9. Quelles sont selon vous les opportunités et les contraintes (obstacles) d’un investissement de la coopération française sur les communs ?

Là, le champ est très vaste. Il y a les communs globaux, et là la France doit être capable de proposer et de mettre en place des règles de gestion des communs. C’est une opportunité d’aller vers un monde durable, une humanité durable. La contrainte des limites est une opportunité pour mettre en place des bonnes règles de gestion de nos écosystèmes. L’investissement dans les communs peut être bénéfique pour la France, pour l’Europe et pour tout le monde.
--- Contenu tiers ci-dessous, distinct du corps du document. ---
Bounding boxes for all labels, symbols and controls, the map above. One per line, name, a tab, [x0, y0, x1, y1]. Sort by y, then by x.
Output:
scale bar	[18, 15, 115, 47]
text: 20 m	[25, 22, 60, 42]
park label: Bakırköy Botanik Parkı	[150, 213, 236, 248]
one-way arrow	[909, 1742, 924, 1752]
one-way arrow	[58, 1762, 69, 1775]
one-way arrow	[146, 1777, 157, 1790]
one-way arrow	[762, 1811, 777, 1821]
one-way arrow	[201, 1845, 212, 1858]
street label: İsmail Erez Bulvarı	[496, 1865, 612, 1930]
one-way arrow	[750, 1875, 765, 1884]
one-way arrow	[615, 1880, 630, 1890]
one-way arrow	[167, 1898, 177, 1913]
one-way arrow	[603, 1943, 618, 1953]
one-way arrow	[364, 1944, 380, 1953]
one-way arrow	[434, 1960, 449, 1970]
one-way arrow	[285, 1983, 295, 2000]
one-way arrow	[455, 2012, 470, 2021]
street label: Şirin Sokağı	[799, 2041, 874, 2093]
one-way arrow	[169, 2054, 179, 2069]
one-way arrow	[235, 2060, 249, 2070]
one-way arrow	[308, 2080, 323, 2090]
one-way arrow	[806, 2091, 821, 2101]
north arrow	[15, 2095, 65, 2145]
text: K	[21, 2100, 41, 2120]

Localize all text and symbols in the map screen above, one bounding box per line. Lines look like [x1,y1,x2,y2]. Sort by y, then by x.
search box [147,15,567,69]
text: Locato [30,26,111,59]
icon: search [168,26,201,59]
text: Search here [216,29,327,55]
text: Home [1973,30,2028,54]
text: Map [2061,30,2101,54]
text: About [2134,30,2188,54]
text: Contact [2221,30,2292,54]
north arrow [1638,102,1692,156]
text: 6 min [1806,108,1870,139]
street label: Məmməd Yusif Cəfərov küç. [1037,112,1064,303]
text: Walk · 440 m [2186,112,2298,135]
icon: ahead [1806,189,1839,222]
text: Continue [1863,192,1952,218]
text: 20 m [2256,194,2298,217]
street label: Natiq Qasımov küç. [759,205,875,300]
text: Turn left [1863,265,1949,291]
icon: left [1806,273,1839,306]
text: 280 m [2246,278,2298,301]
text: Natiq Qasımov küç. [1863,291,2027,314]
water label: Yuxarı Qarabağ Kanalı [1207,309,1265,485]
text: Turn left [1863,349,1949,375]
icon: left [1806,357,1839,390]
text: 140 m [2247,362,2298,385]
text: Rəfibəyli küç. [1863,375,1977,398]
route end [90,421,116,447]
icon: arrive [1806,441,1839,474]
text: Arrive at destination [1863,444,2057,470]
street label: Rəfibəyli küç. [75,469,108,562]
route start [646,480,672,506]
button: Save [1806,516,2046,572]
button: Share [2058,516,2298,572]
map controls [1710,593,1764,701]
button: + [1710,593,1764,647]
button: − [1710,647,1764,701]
Prenons l’agriculture par exemple. Aujourd’hui l’agriculture n’est pas durable car nous utilisons des ressources non renouvelables pour maintenir la fertilité des sols. L’opportunité pour la France serait de réfléchir à recycler les matières organiques avec le phosphore et la potasse. Si nous le faisons pour nous, nous pourrons aussi transmettre, partager le savoir-faire à l’extérieur.

Nous avons tout intérêt à aborder la coopération par les communs, par les écosystèmes.

Robert Levesque est Directeur de Terres d’Europe-Scafr. Il est membre d’AGTER.

1 Levesque Robert, 2016, Terre et humanité, la voie de l’Ecolocène, L’Harmattan, Paris, France.